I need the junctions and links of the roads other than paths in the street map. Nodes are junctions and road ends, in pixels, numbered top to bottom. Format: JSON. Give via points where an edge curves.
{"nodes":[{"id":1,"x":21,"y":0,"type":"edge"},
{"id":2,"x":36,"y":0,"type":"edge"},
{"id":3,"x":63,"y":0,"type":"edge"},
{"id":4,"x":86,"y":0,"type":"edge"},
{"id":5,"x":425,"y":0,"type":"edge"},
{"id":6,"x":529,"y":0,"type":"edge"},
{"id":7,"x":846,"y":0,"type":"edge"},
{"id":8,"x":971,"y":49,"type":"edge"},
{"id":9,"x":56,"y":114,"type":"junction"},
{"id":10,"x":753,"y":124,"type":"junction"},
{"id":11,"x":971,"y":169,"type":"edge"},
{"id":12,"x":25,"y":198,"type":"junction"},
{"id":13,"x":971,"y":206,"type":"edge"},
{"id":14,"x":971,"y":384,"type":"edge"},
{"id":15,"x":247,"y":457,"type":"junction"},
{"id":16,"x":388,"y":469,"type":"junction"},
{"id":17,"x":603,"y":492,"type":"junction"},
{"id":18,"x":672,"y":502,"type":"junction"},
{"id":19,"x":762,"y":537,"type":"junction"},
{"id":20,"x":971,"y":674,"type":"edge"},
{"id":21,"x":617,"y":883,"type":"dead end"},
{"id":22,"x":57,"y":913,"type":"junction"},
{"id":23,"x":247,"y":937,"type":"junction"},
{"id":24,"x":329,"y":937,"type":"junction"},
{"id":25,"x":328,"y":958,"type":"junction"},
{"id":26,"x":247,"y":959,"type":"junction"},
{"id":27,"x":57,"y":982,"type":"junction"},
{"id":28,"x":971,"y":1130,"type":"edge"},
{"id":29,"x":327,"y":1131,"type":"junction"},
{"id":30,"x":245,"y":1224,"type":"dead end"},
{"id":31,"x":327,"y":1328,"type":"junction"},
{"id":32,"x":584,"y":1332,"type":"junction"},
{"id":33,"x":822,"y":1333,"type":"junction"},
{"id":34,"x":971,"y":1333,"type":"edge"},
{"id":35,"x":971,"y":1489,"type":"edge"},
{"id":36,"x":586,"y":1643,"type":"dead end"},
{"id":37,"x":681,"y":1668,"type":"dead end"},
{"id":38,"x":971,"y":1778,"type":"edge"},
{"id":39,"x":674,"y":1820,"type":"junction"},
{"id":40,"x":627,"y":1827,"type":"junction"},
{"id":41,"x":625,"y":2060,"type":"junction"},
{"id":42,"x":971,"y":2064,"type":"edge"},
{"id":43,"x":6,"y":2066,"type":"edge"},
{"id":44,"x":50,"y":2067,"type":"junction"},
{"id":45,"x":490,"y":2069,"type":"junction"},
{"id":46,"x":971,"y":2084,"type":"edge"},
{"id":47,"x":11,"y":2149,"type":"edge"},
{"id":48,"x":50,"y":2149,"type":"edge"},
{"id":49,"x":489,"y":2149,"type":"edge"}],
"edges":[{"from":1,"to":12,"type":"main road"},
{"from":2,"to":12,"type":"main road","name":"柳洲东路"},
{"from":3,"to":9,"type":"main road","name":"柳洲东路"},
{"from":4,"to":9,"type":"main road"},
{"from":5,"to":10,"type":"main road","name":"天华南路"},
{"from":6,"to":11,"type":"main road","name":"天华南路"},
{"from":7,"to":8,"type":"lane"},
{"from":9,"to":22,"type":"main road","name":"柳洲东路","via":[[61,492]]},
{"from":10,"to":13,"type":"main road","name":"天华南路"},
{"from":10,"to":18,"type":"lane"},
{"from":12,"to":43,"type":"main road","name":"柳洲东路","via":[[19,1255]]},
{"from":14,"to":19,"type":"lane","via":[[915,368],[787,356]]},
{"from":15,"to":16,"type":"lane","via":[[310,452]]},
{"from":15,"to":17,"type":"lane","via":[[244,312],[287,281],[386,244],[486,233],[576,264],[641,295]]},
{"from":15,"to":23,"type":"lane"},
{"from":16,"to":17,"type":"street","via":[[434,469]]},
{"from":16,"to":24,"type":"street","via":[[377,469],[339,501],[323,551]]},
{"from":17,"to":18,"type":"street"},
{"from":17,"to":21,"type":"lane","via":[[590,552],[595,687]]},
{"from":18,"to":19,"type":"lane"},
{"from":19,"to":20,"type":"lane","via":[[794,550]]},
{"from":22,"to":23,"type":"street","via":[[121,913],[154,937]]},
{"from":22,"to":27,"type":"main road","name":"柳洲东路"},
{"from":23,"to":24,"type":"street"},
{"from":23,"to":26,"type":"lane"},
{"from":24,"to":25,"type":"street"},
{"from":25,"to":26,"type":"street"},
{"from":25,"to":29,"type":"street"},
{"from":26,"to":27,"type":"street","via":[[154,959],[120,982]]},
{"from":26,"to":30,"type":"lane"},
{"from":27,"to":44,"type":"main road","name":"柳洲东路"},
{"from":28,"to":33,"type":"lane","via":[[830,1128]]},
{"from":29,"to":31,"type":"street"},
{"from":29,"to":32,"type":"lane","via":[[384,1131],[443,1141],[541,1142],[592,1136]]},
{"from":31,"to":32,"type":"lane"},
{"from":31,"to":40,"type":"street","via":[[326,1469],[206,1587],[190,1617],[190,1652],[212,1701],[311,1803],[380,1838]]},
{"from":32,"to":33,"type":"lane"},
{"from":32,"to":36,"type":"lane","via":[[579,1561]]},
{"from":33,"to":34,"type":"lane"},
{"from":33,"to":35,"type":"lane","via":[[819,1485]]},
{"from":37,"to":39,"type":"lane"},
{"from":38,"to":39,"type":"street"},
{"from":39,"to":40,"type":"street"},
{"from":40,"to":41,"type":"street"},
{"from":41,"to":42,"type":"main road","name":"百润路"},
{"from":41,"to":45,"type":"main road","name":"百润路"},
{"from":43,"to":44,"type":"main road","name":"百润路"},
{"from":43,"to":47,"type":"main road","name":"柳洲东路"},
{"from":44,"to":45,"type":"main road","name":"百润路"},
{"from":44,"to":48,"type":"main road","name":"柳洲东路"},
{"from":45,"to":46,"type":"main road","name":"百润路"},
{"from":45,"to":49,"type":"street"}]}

━━━━━━━━━━━━━━━━

▶ [Task requirements]: What lines of the data include the word "天华南路"? Copy each of them.

▶ [Task result]:
{"from":5,"to":10,"type":"main road","name":"天华南路"},
{"from":6,"to":11,"type":"main road","name":"天华南路"},
{"from":10,"to":13,"type":"main road","name":"天华南路"},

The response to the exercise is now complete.